Data in this exercise:
###
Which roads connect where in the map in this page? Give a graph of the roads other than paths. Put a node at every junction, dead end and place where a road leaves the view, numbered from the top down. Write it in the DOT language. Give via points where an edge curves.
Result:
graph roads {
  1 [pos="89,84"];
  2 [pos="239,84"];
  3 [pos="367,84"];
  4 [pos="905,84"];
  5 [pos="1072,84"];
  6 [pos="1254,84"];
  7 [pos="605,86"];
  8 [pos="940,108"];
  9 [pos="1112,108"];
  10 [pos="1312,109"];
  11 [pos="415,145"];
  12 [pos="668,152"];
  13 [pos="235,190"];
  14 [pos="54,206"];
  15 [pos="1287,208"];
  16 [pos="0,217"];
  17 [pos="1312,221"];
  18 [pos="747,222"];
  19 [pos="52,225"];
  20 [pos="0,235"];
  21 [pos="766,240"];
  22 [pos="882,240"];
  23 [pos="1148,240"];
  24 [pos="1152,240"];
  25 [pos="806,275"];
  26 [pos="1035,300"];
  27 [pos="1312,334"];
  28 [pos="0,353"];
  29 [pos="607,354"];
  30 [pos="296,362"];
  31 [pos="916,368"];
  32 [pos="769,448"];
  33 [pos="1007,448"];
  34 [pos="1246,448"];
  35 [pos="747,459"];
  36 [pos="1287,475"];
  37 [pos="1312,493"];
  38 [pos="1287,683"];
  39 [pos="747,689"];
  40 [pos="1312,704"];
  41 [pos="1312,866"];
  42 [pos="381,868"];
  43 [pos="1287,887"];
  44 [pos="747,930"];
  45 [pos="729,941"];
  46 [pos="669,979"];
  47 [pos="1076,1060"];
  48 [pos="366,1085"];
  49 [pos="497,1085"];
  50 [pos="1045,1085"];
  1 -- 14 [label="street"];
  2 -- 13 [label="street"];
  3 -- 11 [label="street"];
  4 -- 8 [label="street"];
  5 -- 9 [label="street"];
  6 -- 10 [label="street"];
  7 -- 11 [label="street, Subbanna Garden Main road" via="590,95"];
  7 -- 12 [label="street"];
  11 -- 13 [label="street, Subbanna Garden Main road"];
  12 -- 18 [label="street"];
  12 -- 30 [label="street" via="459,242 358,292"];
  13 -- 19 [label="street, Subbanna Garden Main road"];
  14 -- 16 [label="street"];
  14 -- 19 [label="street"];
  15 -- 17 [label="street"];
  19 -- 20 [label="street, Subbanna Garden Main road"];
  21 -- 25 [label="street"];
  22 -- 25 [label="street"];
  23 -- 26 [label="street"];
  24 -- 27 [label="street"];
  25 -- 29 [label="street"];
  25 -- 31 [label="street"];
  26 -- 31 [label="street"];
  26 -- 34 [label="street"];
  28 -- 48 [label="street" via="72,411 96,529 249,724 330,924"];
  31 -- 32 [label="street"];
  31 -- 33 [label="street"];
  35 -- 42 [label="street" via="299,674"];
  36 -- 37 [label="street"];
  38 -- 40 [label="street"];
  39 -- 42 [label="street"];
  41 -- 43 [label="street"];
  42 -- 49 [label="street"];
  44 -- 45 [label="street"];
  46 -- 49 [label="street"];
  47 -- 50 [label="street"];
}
###
Work request: Count the lines in the records above that hold the word "roads", and give only that number.

Expected answer: 2